La storia è ambientata vent'anni dopo gli eventi che conosciamo, ci troviamo nel periodo in cui l'America stava cambiando, iniziavano i primi scontri politici, le persone di colore cominciarono a battersi per i loro diritti. Anche il Sud e la cittadina di Maycomb si trovarono ad affrontare le stesse questioni. Ed è proprio sullo sfondo di queste controversie che Scout si muove e scopre che non tutto è come ricordava, a partire dalla sua famiglia.

Molti si sono lamentati di questo romanzo in quanto affermano che l'autrice abbia stravolto alcuni eventi e anche dei personaggi. In parte è vero, credo che lo shock più grande provato durante la lettura sia stato proprio scoprire il cambio di opinione di Atticus.
Ma bisogna comunque ricordare che questa era la prima versione della storia,non è un seguito quindi l'obiezione non sussiste nè e particolarmente corretta.

Per quanto leggere di alcuni personaggi e realizzare che sono completamente diversi da quelli a cui ci siamo affezionati ne Il buio oltre la siepe sia stato un po' destabilizzante, credo comunque che questo sia un buon romanzo, un romanzo in cui si intravede perfettamente tutto il potenziale e la bravura di questa autrice. Io amo lo stile narrativo di Harper Lee e in questo romanzo l'ho ritrovato: la storia è scorrevole, è narrata in modo elegante e tratta di temi quanto mai attuali in maniera delicata e mai pedante. 

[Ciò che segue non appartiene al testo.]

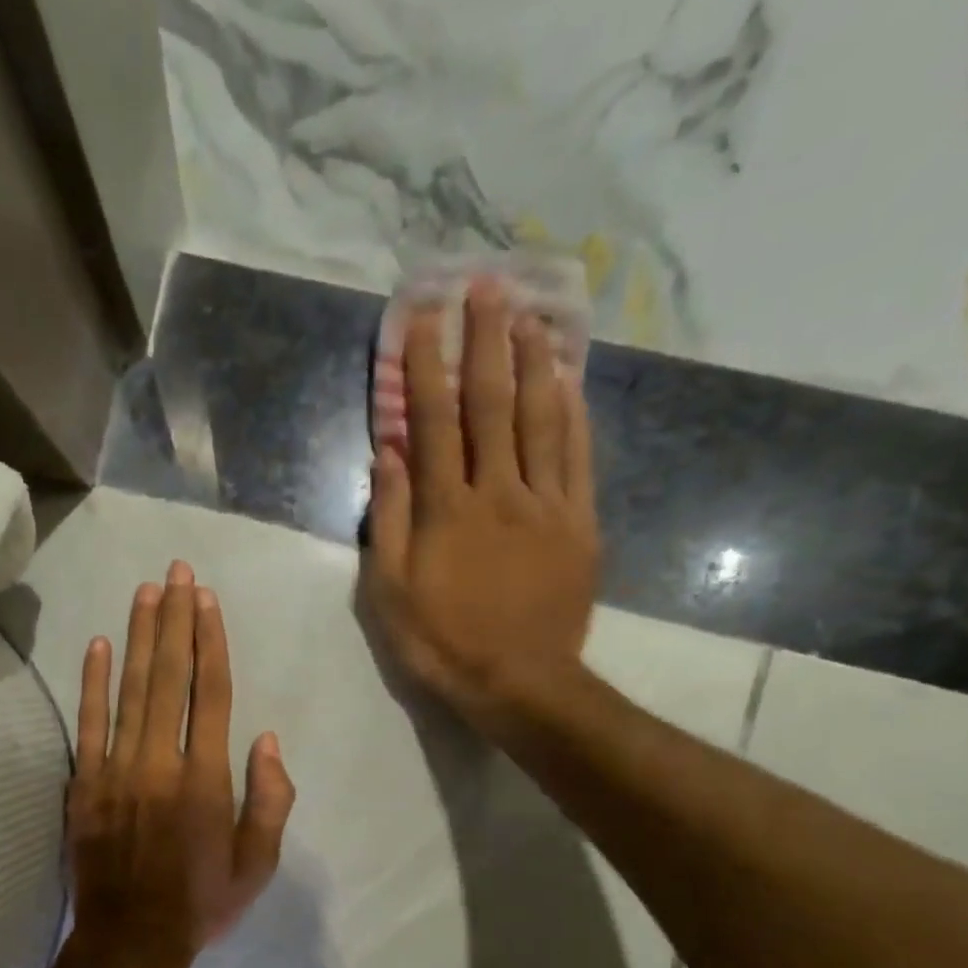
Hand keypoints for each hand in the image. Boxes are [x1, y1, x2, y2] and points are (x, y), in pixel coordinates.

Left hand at [69, 561, 295, 966]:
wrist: (129, 941)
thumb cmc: (200, 902)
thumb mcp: (257, 865)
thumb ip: (270, 800)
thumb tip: (267, 739)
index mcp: (207, 780)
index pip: (212, 693)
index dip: (210, 642)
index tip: (206, 600)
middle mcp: (161, 762)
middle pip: (170, 677)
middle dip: (174, 620)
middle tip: (176, 572)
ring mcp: (116, 770)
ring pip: (129, 690)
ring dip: (137, 637)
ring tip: (146, 592)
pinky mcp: (83, 783)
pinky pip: (88, 724)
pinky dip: (92, 682)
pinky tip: (97, 645)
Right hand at [363, 277, 599, 733]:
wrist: (517, 682)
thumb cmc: (440, 641)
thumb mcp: (388, 590)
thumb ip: (388, 519)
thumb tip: (390, 453)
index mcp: (445, 508)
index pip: (433, 420)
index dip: (426, 365)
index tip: (424, 316)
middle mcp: (498, 491)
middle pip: (492, 403)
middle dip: (486, 340)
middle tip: (487, 284)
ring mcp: (546, 504)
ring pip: (542, 418)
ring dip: (534, 361)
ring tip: (531, 314)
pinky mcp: (579, 523)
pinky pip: (578, 457)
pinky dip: (574, 413)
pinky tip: (570, 380)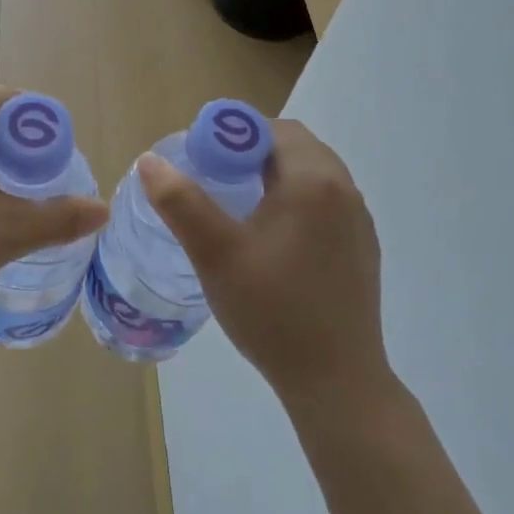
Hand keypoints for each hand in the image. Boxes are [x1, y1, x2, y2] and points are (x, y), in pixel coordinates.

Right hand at [138, 119, 389, 409]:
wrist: (338, 384)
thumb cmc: (273, 312)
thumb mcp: (215, 254)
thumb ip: (180, 202)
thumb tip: (150, 161)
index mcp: (314, 180)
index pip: (273, 129)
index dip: (233, 135)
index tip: (202, 161)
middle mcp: (344, 190)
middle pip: (293, 147)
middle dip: (251, 154)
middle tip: (214, 182)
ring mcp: (358, 221)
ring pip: (310, 174)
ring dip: (273, 176)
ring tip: (237, 208)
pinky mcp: (362, 247)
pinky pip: (325, 202)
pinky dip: (295, 201)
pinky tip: (271, 239)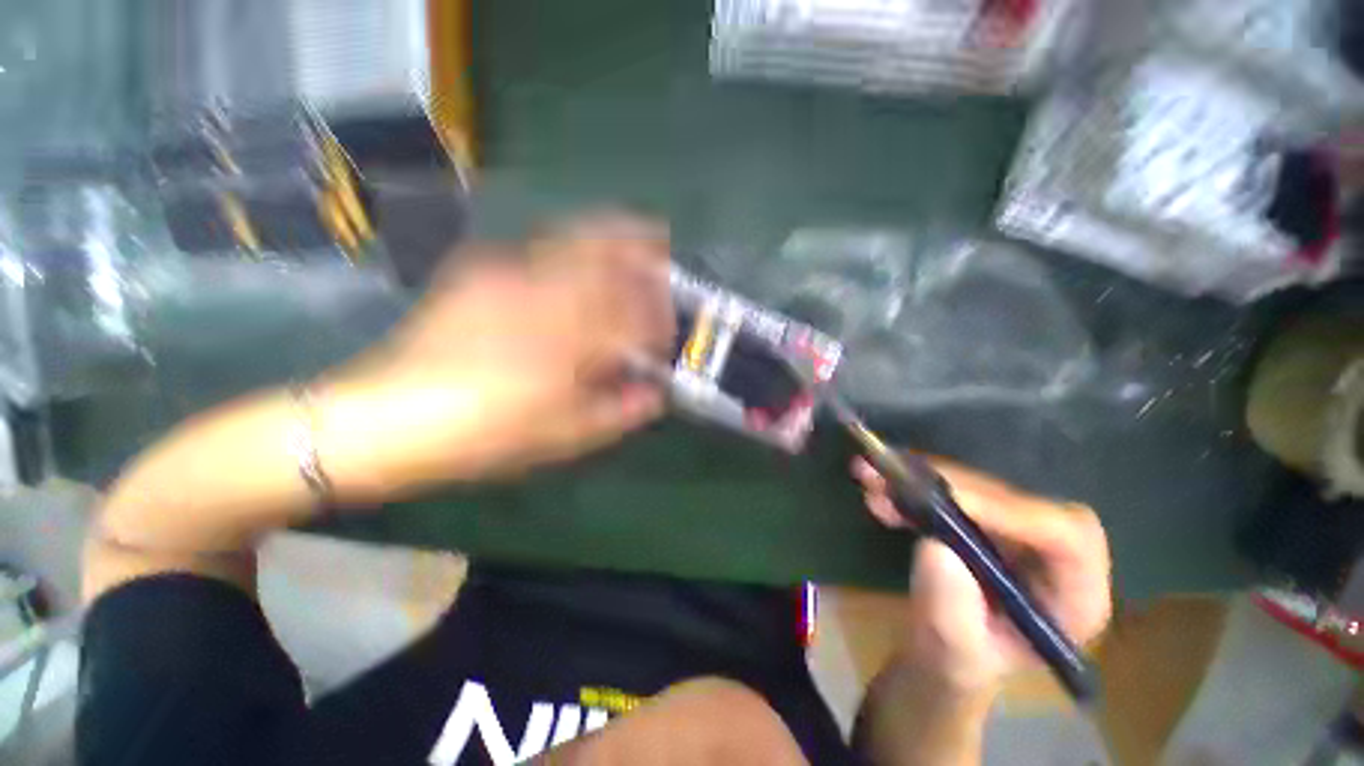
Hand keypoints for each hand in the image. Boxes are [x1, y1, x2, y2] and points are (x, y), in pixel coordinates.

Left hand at [321, 214, 674, 498]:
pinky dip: (572, 248)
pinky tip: (576, 264)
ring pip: (574, 239)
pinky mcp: (481, 273)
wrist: (390, 417)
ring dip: (609, 235)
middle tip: (661, 247)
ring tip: (631, 233)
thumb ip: (618, 412)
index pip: (633, 315)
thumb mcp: (561, 436)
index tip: (666, 328)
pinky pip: (540, 249)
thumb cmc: (486, 434)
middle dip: (641, 248)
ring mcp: (509, 275)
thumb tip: (655, 395)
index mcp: (570, 340)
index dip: (658, 317)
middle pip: (606, 254)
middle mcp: (546, 295)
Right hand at [853, 457, 1111, 695]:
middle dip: (948, 484)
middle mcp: (1052, 555)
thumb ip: (950, 612)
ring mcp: (1016, 532)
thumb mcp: (952, 653)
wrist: (943, 653)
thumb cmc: (958, 664)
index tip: (945, 496)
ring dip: (919, 478)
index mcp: (1072, 597)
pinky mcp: (983, 518)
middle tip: (892, 476)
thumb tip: (935, 547)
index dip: (1009, 509)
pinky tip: (877, 490)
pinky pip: (950, 490)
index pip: (1066, 538)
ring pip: (976, 487)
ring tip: (870, 477)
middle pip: (1014, 500)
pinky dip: (911, 485)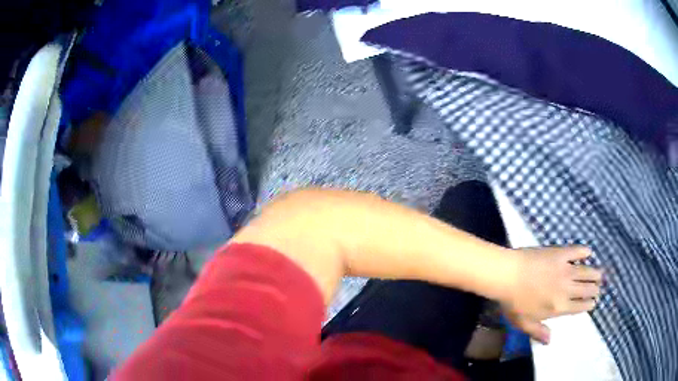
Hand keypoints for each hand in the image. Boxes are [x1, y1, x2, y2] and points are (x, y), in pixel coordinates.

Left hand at [500, 246, 602, 343]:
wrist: (507, 275)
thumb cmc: (513, 302)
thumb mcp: (523, 323)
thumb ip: (538, 332)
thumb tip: (550, 341)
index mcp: (558, 307)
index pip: (579, 307)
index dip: (588, 305)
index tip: (593, 303)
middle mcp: (566, 289)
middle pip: (586, 289)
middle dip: (594, 289)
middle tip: (598, 288)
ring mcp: (565, 270)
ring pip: (585, 272)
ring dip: (594, 273)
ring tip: (600, 274)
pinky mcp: (560, 253)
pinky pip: (576, 251)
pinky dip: (584, 251)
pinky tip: (589, 252)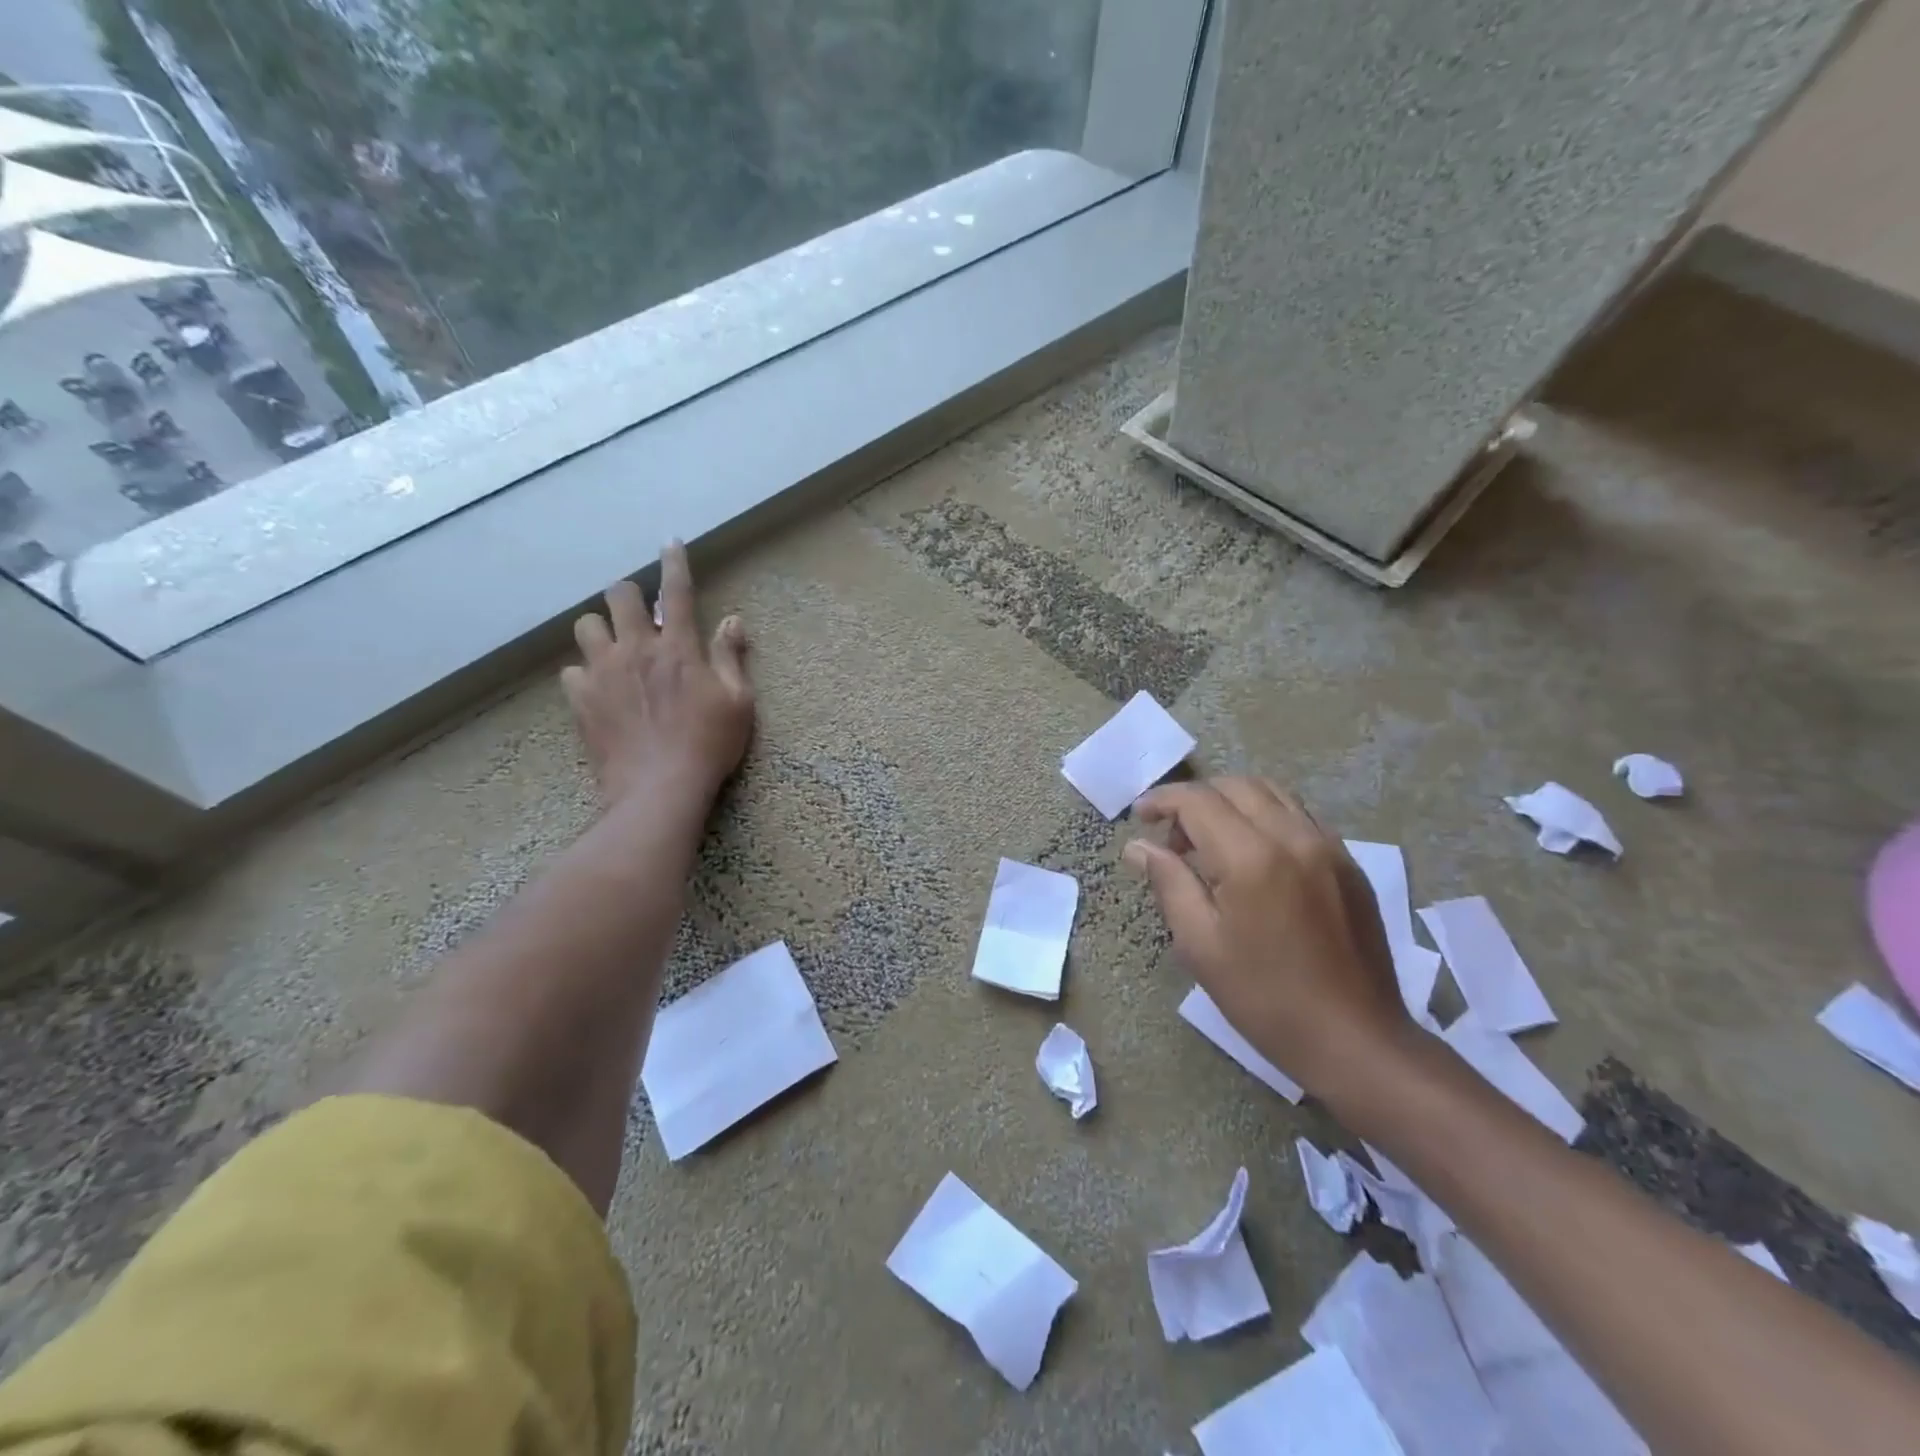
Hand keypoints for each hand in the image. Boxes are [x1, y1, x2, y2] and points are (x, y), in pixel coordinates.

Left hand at [561, 542, 754, 809]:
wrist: (659, 788)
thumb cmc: (709, 745)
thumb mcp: (738, 702)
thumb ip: (731, 657)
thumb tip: (733, 620)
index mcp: (678, 648)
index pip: (677, 591)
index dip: (675, 563)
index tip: (670, 542)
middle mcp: (636, 649)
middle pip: (619, 596)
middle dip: (629, 595)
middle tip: (641, 614)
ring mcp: (603, 673)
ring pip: (587, 626)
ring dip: (602, 630)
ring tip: (614, 649)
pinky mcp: (581, 700)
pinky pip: (571, 671)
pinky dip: (585, 674)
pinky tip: (598, 689)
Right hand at [1124, 777, 1414, 1097]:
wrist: (1355, 1039)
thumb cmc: (1264, 997)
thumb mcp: (1200, 945)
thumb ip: (1168, 883)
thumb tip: (1138, 846)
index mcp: (1251, 857)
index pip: (1198, 800)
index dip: (1162, 800)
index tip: (1139, 818)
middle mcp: (1293, 836)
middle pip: (1235, 786)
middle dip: (1195, 800)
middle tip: (1173, 839)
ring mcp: (1328, 846)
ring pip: (1271, 794)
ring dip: (1231, 803)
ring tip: (1211, 843)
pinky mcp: (1349, 863)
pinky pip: (1299, 816)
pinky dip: (1265, 818)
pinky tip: (1254, 858)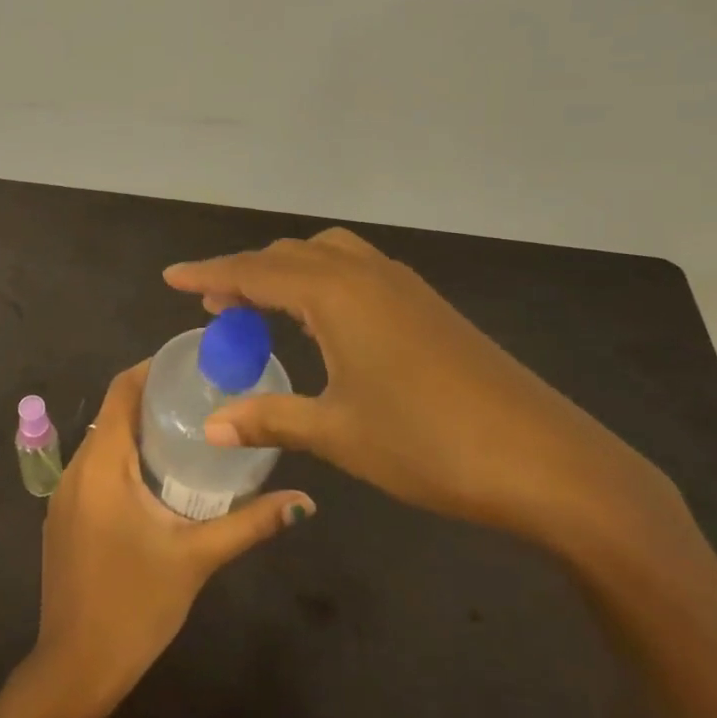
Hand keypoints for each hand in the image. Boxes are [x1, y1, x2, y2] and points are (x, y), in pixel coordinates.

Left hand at [32, 360, 313, 713]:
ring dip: (140, 431)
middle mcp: (76, 468)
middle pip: (114, 413)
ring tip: (190, 430)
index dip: (153, 369)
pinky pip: (96, 468)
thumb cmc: (135, 605)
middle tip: (205, 397)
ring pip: (104, 442)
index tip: (193, 364)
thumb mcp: (197, 558)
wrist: (75, 667)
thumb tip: (304, 502)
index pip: (121, 391)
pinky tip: (159, 477)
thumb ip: (250, 524)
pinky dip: (125, 458)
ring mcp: (64, 494)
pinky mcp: (64, 517)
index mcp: (102, 464)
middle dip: (155, 399)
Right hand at [164, 229, 668, 544]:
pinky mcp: (428, 306)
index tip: (170, 277)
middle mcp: (366, 275)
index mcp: (336, 294)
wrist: (546, 461)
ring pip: (327, 256)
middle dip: (244, 273)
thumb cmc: (428, 443)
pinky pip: (357, 272)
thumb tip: (212, 426)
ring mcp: (403, 287)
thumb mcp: (338, 433)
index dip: (207, 274)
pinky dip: (322, 282)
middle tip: (213, 306)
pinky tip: (322, 321)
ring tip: (261, 308)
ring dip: (286, 273)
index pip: (253, 272)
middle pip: (288, 256)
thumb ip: (269, 418)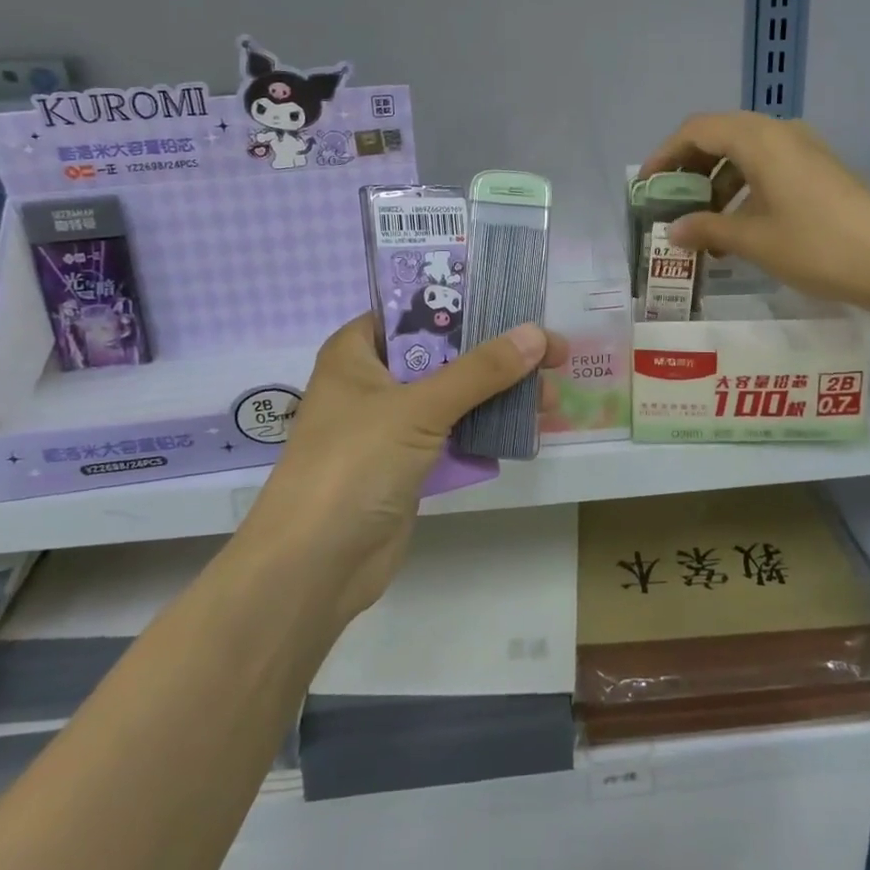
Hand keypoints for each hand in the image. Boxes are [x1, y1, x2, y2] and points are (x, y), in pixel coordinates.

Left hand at [243, 315, 566, 627]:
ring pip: (454, 395)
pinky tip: (526, 427)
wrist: (316, 566)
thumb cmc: (355, 465)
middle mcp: (373, 381)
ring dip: (500, 394)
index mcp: (357, 351)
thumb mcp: (419, 408)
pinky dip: (487, 428)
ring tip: (550, 398)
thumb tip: (537, 333)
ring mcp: (390, 425)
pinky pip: (454, 433)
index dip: (466, 304)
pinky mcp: (408, 463)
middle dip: (497, 354)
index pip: (415, 309)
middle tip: (553, 354)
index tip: (518, 304)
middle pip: (443, 352)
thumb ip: (480, 370)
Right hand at [638, 112, 869, 311]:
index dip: (665, 155)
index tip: (646, 186)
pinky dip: (743, 187)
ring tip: (700, 221)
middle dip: (689, 166)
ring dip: (716, 181)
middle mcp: (781, 133)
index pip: (697, 130)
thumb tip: (673, 230)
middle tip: (669, 200)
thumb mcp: (752, 240)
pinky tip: (737, 224)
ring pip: (744, 152)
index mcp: (759, 139)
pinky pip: (767, 166)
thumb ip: (707, 229)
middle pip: (720, 135)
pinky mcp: (819, 170)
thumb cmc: (815, 246)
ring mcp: (804, 149)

Leggendo ho ritrovato molti dei personaggi che ricordavo e le stesse atmosfere che mi avevano tanto affascinato, inoltre sono presenti numerosi flashback dell'infanzia di Scout che mi sono piaciuti moltissimo! Protagonisti principali della vicenda sono Scout e Atticus. Per la prima volta Scout realizza che il padre non è il perfetto esempio di giustizia e rettitudine che pensava. Finalmente capisce che è un essere umano e, attraverso un percorso piuttosto doloroso, scende a patti con la distruzione di questo suo ideale.

Pur non essendo all'altezza del suo predecessore, Va', metti una sentinella è un buon libro dalla prosa eccezionale e ricco di belle riflessioni sulla natura umana. Ho trovato molto interessante il tema della sentinella, citato nel titolo che è tratto da Isaia 21:6 e poi sviluppato nel corso della storia, che si può riassumere così: "L'isola di ogni uomo, Jean Louise, la sentinella di ogni uomo, è la sua coscienza."


"Va',metti una sentinella che annunzi ciò che vede".


Commenti

  1. Penso che il tema della coscienza sia quello che mi ha colpita maggiormente. Le ultime 50 pagine del libro mi hanno commossa, perché penso di fare troppo spesso l'errore di Scout: sovrapporre la mia coscienza con quella di un'altra persona. Questo libro appare a miei occhi un romanzo di formazione vero e proprio, per quanto un po' "abbozzato". Ciao!